HIV viral load tests have a low rate of false-positive results, virtually all with levels <10,000 copies/mL. If viral load testing is performed in patients who are negative by HIV antibody testing (e.g., to evaluate possible infection during the “window phase” or for patients with positive HIV antigen in a fourth-generation screening test, but negative WB), positive results must be confirmed by subsequent antibody testing before an unequivocal diagnosis is established.

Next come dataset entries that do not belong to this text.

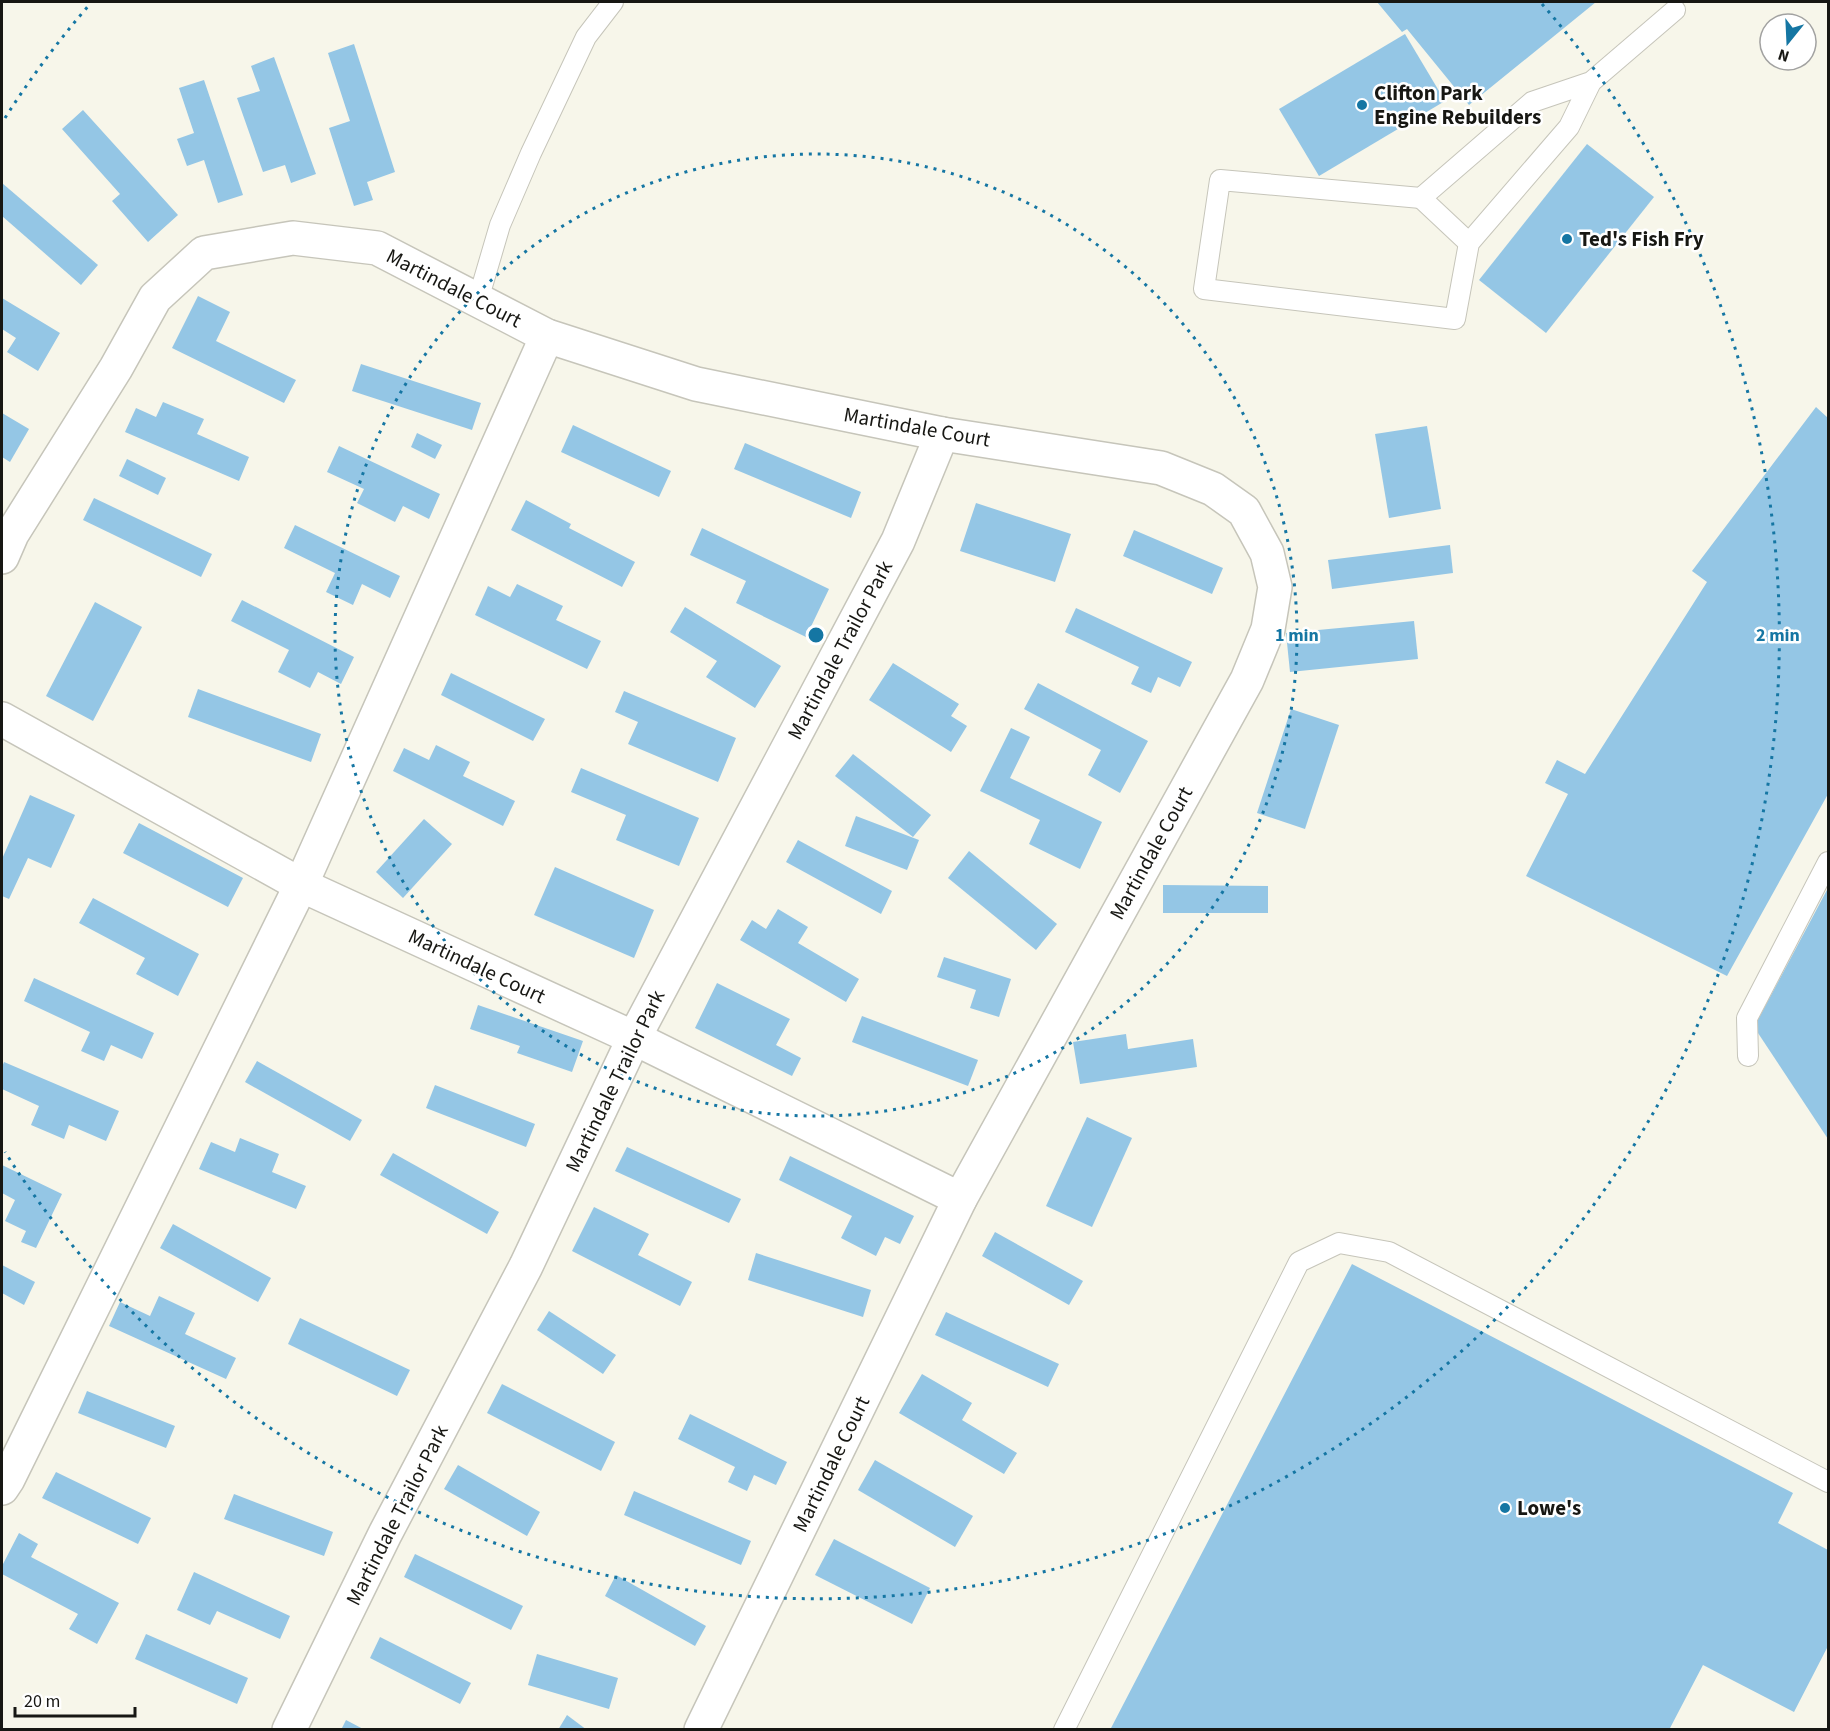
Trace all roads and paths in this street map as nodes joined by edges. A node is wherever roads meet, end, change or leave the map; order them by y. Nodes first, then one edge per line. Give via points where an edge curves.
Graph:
1 (612, 2) edge
2 (1676, 4) edge
3 (1591, 82) junction
4 (1421, 198) junction
5 (1469, 243) junction
6 (478, 300) junction
7 (547, 336) junction
8 (942, 434) junction
9 (2, 557) edge
10 (2, 719) edge
11 (1828, 862) edge
12 (301, 885) junction
13 (634, 1038) junction
14 (1748, 1056) dead end
15 (960, 1199) junction
16 (1828, 1482) edge
17 (2, 1488) edge
18 (290, 1730) edge
19 (701, 1730) edge
20 (1064, 1730) edge

1 - 6 lane via 586,37 531,153 500,225
2 - 3 lane
3 - 4 lane via 1532,102
3 - 5 lane via 1569,127
4 - 5 lane
4 - 5 lane via 1220,180 1204,289 1455,319
6 - 7 street, Martindale Court
6 - 9 street, Martindale Court via 377,248 293,238 204,253 155,298 12,534
7 - 8 street, Martindale Court via 696,384
7 - 12 street
8 - 13 street, Martindale Trailor Park via 898,541
8 - 15 street, Martindale Court via 1161,468 1213,489 1244,512 1267,553 1275,587 1268,629 1247,680
10 - 12 street, Martindale Court
11 - 14 lane via 1747,1018
12 - 13 street, Martindale Court
12 - 17 street
13 - 15 street, Martindale Court
13 - 18 street, Martindale Trailor Park via 526,1266 385,1534
15 - 19 street, Martindale Court
16 - 20 lane via 1389,1252 1339,1243 1299,1262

Placental transfer of HIV-1 IgG from an infected mother to her fetus complicates the diagnosis of HIV infection in the infant after delivery. In infants at risk for HIV-1 infection, viral culture or molecular diagnostic tests are recommended for diagnosis. Sequential testing at 48 hours after birth, at age 1–2 months, and at 3–6 months has been recommended. Testing for plasma HIV-1 RNA is reported to provide the greatest sensitivity for HIV-1 infection in the neonate. Positive results must be confirmed with subsequent testing. Detection of p24 antigen may be an alternative to HIV culture or molecular diagnostic testing, especially in areas where this testing is not immediately available, although this test is less sensitive and less specific compared to the other virologic assays. An ultrasensitive method for p24 antigen detection using dried blood spots has been described (see Knuchel et al. in Suggested Readings). Infants with negative virologic studies should be assessed serologically. Two negative HIV-1 serology tests, performed at least 1 month apart after 6 months of age, essentially excludes a diagnosis of HIV-1 infection in the infant. Specific testing may be needed for diagnosis of HIV-2 and non–M HIV-1 infections.

   Other Considerations
   Greater severity and persistence of symptoms during primary infection and severe depression of CD4
+
T lymphocytes beyond 2–3 months are associated more rapid progression to severe immunosuppression and AIDS.
   The HIV-1 viral load at baseline is the best predictor of severity and progression early in disease; the CD4
+
T-lymphocyte count is the best predictor of progression in late disease.